■ EXERCISE REQUIREMENTS ■
Which lines hold the word "Indah"? Copy each of them from the material.

■ EXTRACTED MATERIAL ■
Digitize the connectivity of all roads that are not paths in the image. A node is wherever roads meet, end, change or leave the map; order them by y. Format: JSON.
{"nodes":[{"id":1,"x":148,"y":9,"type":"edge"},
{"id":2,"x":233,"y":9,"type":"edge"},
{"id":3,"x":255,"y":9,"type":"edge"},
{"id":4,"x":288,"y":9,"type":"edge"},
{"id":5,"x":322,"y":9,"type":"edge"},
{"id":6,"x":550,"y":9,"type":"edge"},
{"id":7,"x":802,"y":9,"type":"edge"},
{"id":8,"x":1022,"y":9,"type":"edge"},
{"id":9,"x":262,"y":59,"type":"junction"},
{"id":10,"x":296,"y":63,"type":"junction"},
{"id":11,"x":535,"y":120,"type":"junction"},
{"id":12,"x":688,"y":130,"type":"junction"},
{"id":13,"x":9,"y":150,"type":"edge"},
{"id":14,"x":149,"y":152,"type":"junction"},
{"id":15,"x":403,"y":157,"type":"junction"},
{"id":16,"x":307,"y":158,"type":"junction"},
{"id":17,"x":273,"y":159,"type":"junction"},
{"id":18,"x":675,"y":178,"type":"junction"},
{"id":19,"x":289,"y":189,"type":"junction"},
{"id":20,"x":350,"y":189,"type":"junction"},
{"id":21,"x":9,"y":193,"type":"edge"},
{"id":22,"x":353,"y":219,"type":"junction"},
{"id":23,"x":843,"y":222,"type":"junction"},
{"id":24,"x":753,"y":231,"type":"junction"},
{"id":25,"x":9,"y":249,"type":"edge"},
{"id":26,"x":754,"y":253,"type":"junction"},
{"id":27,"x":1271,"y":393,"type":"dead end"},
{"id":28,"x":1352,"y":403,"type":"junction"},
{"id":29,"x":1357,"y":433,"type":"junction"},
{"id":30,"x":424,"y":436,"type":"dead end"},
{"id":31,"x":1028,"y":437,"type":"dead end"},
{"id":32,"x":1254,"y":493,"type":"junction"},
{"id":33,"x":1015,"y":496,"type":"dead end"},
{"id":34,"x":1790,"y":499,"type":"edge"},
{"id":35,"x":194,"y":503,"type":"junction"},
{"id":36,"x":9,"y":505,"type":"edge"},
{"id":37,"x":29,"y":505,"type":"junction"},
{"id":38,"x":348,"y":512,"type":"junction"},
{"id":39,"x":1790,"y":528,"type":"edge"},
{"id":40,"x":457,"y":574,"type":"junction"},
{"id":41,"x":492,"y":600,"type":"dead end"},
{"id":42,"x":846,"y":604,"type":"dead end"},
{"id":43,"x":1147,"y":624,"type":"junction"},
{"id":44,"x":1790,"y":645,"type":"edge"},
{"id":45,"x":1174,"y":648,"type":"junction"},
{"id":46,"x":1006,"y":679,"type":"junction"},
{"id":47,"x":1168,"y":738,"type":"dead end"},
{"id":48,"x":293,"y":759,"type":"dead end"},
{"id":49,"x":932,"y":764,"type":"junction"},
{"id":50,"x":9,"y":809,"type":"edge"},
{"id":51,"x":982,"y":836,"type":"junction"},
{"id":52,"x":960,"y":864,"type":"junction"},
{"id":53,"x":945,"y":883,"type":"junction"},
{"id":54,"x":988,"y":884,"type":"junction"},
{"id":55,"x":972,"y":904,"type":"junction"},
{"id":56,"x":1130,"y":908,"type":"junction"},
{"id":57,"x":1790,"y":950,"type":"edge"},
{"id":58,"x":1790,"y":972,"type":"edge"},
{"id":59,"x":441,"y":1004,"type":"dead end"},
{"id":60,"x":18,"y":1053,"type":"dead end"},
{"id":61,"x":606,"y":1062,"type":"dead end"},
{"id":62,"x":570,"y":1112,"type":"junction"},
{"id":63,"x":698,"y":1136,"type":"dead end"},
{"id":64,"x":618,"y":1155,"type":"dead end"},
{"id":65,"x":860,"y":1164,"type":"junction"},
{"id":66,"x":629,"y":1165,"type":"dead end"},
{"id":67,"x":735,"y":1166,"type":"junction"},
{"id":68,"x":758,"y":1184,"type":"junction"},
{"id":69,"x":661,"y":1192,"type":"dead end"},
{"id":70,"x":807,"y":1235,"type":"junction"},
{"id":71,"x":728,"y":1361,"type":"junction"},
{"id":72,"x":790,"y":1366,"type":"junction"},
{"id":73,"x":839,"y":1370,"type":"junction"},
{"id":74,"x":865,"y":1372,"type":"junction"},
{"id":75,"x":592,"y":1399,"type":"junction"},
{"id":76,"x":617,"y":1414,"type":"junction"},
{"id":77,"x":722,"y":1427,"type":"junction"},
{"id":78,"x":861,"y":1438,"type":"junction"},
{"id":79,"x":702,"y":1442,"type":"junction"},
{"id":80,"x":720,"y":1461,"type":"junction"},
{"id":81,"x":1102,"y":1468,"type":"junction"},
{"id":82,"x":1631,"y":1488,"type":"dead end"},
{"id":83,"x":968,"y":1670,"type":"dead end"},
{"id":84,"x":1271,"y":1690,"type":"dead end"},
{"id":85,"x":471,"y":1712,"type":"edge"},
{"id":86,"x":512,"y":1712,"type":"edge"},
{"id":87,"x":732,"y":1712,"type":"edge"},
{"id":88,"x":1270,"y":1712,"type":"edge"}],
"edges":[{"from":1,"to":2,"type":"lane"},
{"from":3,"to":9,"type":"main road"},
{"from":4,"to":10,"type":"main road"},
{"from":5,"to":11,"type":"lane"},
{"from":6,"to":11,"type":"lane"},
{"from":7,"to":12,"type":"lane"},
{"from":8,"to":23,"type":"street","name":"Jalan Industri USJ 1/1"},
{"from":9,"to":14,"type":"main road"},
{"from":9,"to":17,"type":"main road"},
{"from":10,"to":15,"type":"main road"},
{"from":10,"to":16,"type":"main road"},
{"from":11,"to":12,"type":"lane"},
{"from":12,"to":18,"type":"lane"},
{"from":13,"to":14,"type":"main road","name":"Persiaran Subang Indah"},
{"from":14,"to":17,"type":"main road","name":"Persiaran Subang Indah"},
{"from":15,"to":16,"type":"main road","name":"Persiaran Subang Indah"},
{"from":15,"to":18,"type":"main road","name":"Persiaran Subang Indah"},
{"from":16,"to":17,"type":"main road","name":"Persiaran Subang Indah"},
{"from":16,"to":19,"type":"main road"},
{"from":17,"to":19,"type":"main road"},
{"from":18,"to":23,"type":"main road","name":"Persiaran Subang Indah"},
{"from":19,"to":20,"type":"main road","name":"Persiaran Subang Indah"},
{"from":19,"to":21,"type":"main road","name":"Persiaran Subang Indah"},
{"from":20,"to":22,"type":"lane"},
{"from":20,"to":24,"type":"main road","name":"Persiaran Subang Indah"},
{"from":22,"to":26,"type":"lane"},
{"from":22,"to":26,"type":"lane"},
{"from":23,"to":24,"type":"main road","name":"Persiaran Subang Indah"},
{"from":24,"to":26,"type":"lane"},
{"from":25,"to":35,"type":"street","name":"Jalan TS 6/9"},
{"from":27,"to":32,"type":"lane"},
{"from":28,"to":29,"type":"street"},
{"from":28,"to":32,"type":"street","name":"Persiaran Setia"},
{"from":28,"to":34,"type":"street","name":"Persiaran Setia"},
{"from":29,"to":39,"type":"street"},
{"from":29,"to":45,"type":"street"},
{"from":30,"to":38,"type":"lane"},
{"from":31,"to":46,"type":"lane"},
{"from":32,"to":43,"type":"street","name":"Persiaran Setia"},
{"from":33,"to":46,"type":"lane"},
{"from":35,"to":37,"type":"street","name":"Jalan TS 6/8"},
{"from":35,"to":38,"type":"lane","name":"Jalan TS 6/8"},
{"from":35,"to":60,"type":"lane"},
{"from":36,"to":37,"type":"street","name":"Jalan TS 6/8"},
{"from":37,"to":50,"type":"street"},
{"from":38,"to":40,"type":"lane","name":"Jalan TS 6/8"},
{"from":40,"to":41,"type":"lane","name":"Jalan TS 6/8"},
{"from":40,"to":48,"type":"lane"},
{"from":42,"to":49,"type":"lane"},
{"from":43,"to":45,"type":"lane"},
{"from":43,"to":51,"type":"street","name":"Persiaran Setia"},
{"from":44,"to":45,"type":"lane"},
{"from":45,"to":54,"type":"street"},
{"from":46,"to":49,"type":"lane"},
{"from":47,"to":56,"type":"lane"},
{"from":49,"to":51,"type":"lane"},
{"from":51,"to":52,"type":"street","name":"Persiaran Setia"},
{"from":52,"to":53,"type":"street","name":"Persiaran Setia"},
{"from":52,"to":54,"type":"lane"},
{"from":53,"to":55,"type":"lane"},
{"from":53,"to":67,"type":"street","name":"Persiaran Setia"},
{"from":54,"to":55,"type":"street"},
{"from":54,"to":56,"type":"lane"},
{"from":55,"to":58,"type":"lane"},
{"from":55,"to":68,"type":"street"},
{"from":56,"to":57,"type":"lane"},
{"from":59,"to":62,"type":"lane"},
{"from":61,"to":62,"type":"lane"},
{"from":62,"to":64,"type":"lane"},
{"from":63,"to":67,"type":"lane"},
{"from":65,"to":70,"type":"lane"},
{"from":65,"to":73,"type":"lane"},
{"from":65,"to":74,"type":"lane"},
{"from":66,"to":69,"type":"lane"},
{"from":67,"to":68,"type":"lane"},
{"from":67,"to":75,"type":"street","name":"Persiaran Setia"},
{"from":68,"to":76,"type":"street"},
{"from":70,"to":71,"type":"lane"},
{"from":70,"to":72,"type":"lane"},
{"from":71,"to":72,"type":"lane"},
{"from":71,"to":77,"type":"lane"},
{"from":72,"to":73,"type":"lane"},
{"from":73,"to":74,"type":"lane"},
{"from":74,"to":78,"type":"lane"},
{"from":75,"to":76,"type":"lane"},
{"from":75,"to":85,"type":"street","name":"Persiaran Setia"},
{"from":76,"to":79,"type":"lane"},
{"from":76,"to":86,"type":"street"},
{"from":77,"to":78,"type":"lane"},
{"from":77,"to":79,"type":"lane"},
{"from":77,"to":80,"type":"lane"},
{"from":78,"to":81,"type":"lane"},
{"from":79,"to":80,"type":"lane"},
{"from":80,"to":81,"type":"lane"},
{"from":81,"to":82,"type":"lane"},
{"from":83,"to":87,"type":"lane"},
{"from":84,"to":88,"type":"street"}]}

■ RESPONSE TO THE TASK ■
{"from":13,"to":14,"type":"main road","name":"Persiaran Subang Indah"},
{"from":14,"to":17,"type":"main road","name":"Persiaran Subang Indah"},
{"from":15,"to":16,"type":"main road","name":"Persiaran Subang Indah"},
{"from":15,"to":18,"type":"main road","name":"Persiaran Subang Indah"},
{"from":16,"to":17,"type":"main road","name":"Persiaran Subang Indah"},
{"from":18,"to":23,"type":"main road","name":"Persiaran Subang Indah"},
{"from":19,"to":20,"type":"main road","name":"Persiaran Subang Indah"},
{"from":19,"to":21,"type":"main road","name":"Persiaran Subang Indah"},
{"from":20,"to":24,"type":"main road","name":"Persiaran Subang Indah"},
{"from":23,"to":24,"type":"main road","name":"Persiaran Subang Indah"},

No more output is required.